Deon Stewardson (11 October 1951 – 27 October 2017) was a British-South African actor best known for his role as Anders Du Plessis in the ITV Drama series Wild at Heart. The seven series were popular in the United Kingdom with television viewing figures between 7.5 million and 10 million.  The last series was recorded in 2011 with a Christmas Special. He worked alongside many well known actors including Hayley Mills. Stewardson and his partner Marianne would live in the Hartbeespoort Dam area of South Africa during the six months filming. He had a passion for wildlife and his character known as "Dup" worked perfectly for him. As well as this role he has taken on a number of minor roles in many different genres, including The Foster Gang. Stewardson has also starred in films, most notably Lethal Woman.

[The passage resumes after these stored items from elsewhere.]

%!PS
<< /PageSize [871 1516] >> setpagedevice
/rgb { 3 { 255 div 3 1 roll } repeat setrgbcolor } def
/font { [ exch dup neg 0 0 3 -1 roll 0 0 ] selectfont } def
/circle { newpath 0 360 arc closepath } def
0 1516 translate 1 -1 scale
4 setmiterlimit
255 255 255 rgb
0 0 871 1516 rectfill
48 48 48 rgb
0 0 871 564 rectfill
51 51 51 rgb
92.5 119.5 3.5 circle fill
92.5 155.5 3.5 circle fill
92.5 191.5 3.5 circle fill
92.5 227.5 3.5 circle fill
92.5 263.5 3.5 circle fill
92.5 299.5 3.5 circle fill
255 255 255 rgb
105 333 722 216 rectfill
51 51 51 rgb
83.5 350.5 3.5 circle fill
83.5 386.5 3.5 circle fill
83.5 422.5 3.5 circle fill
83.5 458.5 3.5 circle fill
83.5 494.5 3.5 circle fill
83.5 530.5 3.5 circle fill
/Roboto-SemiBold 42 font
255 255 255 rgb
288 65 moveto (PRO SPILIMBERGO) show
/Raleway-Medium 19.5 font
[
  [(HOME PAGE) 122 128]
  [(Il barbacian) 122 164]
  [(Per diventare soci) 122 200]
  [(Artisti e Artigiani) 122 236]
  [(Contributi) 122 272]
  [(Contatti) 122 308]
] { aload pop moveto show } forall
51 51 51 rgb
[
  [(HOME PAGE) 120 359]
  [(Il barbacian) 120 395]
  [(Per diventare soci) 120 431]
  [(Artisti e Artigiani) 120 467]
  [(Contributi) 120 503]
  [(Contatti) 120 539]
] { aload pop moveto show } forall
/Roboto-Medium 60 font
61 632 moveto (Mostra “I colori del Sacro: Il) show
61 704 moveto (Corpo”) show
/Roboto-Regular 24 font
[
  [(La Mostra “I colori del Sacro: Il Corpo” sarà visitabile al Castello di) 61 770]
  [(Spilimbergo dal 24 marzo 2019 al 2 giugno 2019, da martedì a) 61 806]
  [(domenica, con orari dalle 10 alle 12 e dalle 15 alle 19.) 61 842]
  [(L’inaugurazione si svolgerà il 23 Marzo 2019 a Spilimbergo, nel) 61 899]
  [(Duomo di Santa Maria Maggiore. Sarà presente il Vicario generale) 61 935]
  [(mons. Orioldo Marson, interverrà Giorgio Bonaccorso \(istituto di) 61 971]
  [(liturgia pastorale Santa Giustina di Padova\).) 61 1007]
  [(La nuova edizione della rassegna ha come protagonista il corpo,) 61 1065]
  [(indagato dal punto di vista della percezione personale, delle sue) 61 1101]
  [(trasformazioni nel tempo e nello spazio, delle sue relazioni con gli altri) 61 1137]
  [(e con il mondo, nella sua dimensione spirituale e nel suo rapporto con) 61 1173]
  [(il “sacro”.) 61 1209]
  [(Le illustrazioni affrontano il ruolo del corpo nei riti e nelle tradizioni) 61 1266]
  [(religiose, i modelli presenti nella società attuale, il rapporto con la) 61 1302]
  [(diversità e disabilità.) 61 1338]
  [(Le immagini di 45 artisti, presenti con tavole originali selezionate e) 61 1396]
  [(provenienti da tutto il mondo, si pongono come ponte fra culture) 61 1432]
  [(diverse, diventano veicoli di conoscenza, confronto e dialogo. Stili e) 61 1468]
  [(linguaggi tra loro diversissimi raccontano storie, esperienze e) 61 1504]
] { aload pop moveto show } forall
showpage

Deon was the son of South African actor Joe Stewardson and brother of the late Matthew Stewardson who appeared in Idols South Africa (season 1)

Death
On the morning of 28 October 2017 a local outlet reported Stewardson had been found dead in the bathroom at a Graaff-Reinet accommodation establishment the previous afternoon, with police confirming it as suicide. Stewardson is survived by his partner Marianne Meijer, sister Sheryl and half siblings Joanne and Sean. By his request there was no funeral and his family and friends arranged a 'get-together' to remember him on the day of the cremation.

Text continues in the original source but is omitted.